While the decision is non-binding, the United Nations judiciary body ruled in 2004 that the wall violates international law and declared construction must stop immediately and Israel should make reparations for any damage caused.
By a majority of 14 to 1, the judges found that the barrier “would be tantamount to de facto annexation” of Palestinian territory. The UN General Assembly later voted overwhelmingly to demand Israel to comply with this ruling but was ignored.
The international organization called its member states to “not recognize the illegal situation resulting from the construction of the wall in the occupied Palestinian territory, including in and around East Jerusalem” and “not to render aid or assistance in maintaining the situation created by such construction”.
“The issue is not with the ICJ ruling or international law or General Assembly resolutions, but with the continuing culture of impunity that exempts Israel, an occupying power, from punishment,” Isam Abdeen, an advocacy lawyer for Palestinian rights group Al Haq told Al Jazeera.
Despite it all, 15 years later construction continues, and as the ICJ warned, illegal annexation of Palestinian territory increase, violating the 1967 Green Line.
From 2006 until Dec. 31, 2018, Israel demolished at least 1,401 Palestinian residential units in the West Bank, excluding East Jerusalem. This has left more than 6,200 people without their homes, including at least 3,134 minors.
Just in 2018, there was an increase of 10 percent compared to the prior year according to the UN Office for the Coordination of Humanitarian Affairs (OCHA) in the occupied Palestinian territory. Some 500,000 Israelis live in the occupied West Bank and East Jerusalem, areas that are home to more than 2.6 million Palestinians.
When completed, the Wall will have annexed about 46 percent of the West Bank, isolating communities into ghettos and “military zones”, encircled on only 12 percent of mandated Palestine.
Israel’s Apartheid Wall
The occupation scheme dates back to November 2000 when Israeli Prime Minister Ehud Barak approved the first project to build a “barrier.” Yet the construction officially began in 2002, at the height of the second intifada, west of the city of Jenin.
Since then, approximately 85 percent of the wall’s planned 760km-long route has been built within Palestinian territory. The concrete structure is present in Bethlehem, parts of Ramallah, Qalqilya, parts of Tulkarm and throughout East Jerusalem.
It stands eight meters high, twice the height of the Berlin Wall, with watchtowers and a “buffer zone” of 30 to 100 meters wide for electric fences, trenches, cameras, sensors, and military patrols, according to the NGO Stop the Wall.

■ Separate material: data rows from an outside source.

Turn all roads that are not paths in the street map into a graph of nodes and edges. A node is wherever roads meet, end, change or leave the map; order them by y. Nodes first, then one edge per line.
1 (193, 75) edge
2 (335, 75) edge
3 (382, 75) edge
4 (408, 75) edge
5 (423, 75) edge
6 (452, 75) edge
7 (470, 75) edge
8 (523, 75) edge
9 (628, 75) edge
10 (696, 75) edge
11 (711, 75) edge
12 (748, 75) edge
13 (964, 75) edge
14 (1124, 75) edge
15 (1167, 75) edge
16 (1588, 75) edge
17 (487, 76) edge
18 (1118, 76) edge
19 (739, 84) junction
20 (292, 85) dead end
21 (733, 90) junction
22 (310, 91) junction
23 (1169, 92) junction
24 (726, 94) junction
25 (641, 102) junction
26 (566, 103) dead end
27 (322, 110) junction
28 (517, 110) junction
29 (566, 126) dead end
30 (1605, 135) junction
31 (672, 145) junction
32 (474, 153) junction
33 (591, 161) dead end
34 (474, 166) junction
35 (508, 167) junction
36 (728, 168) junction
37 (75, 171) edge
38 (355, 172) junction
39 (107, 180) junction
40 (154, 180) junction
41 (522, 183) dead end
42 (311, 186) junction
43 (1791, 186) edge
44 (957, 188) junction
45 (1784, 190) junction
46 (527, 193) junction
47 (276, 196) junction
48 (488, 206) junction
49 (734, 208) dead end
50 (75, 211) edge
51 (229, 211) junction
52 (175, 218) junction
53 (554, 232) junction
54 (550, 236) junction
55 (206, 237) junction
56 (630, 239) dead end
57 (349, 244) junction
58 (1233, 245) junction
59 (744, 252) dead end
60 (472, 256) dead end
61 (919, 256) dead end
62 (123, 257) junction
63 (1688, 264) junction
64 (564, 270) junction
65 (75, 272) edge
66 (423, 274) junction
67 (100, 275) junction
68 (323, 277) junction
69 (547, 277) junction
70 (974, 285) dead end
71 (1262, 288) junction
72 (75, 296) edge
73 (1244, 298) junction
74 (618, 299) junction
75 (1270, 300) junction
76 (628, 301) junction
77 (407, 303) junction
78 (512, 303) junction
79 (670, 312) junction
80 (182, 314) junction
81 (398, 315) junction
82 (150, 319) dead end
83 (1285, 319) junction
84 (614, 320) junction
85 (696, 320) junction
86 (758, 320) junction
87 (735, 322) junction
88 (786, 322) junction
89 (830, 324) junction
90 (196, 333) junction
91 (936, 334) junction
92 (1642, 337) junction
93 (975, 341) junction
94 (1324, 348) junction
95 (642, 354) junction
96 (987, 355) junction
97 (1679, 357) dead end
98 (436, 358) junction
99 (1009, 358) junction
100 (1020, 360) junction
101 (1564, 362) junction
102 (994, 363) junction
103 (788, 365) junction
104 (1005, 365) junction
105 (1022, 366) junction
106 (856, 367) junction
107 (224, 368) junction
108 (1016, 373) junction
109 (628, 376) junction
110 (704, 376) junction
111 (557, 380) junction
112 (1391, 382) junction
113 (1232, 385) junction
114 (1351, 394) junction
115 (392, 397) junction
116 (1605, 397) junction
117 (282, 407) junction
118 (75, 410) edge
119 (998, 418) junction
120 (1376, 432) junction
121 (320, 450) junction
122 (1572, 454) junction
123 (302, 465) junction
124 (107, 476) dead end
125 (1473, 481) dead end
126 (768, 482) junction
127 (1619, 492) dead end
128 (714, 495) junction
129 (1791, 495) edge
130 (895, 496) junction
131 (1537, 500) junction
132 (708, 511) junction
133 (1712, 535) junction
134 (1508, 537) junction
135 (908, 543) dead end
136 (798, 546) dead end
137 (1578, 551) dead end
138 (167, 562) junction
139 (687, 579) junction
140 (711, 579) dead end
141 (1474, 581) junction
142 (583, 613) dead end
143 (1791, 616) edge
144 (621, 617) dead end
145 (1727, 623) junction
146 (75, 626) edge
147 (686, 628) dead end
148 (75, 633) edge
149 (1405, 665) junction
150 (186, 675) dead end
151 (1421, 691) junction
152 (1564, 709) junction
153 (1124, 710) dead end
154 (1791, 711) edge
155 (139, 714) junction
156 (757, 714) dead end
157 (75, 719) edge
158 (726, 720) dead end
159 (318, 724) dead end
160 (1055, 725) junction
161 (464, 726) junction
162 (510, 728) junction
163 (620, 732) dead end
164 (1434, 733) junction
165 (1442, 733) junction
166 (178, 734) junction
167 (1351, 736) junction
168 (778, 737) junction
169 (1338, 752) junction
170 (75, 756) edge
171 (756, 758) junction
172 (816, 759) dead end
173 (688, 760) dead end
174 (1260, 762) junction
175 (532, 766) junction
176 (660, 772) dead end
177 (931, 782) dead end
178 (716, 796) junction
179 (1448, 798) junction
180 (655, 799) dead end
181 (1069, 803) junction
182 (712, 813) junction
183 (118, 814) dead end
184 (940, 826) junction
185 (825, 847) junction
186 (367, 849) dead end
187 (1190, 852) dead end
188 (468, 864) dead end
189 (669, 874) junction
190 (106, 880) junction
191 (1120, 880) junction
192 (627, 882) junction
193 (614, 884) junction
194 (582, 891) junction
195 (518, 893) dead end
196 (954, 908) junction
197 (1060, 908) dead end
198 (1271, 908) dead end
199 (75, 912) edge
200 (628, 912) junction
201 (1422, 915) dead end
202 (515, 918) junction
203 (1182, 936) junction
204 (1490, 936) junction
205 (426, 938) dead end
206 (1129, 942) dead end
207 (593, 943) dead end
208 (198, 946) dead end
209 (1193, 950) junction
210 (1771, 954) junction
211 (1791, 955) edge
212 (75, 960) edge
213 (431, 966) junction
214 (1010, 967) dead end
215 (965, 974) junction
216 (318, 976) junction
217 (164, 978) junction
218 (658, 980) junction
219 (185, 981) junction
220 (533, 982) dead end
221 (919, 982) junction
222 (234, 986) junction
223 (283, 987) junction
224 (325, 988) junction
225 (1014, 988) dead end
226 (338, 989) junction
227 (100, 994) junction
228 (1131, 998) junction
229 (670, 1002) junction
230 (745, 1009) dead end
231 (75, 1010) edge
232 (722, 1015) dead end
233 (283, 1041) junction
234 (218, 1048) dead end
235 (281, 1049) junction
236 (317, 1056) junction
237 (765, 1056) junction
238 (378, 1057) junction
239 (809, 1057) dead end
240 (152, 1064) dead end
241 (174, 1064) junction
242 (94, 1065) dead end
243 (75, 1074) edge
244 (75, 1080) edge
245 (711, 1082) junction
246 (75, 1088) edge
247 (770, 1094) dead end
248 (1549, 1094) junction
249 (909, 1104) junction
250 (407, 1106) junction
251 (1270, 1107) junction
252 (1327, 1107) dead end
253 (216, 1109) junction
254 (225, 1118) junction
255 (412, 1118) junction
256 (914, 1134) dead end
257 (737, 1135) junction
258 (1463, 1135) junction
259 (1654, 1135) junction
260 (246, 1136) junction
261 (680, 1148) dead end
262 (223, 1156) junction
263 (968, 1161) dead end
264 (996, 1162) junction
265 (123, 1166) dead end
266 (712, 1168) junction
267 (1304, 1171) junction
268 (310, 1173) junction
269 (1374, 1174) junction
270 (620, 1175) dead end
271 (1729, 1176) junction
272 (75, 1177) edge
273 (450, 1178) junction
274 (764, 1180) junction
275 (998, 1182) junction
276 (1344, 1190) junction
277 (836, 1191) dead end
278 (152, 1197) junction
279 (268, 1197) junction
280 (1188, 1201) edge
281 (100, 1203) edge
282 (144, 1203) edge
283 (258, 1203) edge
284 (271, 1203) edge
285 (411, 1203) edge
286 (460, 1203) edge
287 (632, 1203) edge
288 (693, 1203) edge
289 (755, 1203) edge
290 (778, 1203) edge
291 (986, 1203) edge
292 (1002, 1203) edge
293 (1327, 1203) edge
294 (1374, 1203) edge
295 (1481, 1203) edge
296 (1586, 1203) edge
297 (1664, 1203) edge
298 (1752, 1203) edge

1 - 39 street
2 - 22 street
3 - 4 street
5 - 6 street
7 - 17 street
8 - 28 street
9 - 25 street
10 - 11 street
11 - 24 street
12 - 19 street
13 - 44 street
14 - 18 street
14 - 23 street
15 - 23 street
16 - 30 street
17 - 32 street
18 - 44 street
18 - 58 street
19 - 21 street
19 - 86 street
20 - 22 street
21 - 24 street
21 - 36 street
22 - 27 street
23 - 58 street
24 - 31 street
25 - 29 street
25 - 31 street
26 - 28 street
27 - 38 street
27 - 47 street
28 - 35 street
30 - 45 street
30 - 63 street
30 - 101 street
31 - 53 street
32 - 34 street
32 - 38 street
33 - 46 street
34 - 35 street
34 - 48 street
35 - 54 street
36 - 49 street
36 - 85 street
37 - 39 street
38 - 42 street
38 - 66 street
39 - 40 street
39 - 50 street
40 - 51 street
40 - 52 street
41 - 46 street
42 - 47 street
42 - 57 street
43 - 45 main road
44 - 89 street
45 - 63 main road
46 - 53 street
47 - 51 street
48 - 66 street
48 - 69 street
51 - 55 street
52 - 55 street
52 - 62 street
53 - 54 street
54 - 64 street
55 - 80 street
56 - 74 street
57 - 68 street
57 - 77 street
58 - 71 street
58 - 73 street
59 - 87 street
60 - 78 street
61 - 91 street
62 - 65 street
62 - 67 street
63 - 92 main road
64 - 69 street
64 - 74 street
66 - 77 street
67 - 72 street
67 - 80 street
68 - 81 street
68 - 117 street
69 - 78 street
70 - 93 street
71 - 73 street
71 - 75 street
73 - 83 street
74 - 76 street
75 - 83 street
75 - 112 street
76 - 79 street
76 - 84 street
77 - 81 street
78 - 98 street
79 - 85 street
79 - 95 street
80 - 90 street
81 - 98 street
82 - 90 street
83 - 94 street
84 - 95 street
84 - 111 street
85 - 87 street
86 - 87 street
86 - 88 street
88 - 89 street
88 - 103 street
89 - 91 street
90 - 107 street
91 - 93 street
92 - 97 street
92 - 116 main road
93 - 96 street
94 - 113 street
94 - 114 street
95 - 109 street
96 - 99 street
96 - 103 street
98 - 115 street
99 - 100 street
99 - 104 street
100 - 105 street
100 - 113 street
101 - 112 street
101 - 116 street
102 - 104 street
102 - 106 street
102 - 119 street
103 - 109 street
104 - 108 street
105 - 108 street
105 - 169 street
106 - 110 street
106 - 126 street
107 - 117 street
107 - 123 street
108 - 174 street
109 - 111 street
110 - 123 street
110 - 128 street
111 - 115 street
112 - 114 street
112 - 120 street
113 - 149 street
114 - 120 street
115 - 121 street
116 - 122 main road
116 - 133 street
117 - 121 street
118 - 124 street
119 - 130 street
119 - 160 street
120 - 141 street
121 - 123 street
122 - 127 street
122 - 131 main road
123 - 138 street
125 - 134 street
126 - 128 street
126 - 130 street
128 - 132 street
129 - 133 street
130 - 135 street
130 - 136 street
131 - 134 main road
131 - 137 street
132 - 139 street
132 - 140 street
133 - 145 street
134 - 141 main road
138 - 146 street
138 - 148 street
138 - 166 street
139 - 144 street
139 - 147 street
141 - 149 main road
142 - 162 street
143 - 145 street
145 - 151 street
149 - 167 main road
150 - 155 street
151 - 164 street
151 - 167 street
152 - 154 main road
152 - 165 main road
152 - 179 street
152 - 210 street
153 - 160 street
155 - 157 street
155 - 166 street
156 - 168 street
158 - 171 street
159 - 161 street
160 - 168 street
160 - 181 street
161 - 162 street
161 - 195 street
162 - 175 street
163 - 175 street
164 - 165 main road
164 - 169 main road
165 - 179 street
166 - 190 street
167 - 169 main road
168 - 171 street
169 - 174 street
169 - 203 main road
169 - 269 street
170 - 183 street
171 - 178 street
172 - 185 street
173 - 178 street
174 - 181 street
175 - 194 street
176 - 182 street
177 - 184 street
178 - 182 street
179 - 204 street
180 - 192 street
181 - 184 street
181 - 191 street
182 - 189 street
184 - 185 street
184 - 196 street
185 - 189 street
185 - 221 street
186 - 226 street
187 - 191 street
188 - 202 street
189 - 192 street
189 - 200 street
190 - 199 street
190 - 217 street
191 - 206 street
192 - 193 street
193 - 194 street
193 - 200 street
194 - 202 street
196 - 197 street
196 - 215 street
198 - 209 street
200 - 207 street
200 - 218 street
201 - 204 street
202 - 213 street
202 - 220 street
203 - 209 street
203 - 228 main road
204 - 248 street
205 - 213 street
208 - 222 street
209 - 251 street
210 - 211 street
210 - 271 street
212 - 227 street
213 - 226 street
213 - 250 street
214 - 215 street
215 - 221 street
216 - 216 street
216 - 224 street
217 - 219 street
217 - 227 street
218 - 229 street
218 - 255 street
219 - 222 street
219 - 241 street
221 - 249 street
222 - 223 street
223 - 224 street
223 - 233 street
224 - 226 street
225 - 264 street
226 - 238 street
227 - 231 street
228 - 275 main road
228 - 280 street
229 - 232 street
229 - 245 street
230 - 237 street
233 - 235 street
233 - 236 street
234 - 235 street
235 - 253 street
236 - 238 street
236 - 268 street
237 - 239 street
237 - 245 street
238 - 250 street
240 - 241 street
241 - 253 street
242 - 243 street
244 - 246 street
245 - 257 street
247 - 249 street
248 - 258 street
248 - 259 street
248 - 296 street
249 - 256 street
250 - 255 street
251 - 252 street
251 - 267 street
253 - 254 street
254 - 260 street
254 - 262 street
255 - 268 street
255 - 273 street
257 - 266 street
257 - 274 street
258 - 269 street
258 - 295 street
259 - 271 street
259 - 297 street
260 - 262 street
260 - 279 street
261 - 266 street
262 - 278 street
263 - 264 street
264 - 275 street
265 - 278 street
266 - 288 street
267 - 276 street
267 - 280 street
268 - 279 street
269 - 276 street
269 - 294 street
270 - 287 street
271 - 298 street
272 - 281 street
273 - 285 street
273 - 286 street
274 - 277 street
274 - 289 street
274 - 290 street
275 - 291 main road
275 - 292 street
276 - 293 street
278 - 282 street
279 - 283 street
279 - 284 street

On average, according to the Israeli Defense Ministry, over 60,000 people per day entered Israel for work, medical treatment, humanitarian assistance or commerce in 2017. Those people living in the cities and villages that have already been affected by the wall have to endure constant repression in a prison-like environment.
The crossings often times are overwhelmed by people, the fastest routes are reserved to illegal Israeli settlers and discrimination and violence is a daily occurrence for Palestinians in their own land. All and all in a similar manner that Palestinians in Gaza have been facing since 1994.
“The wall itself is part of the matrix of control and rights abuses that are part of the daily Palestinian experience,” Omar Shakir, the Human Rights Watch director for Israel and Palestine, told Al Jazeera.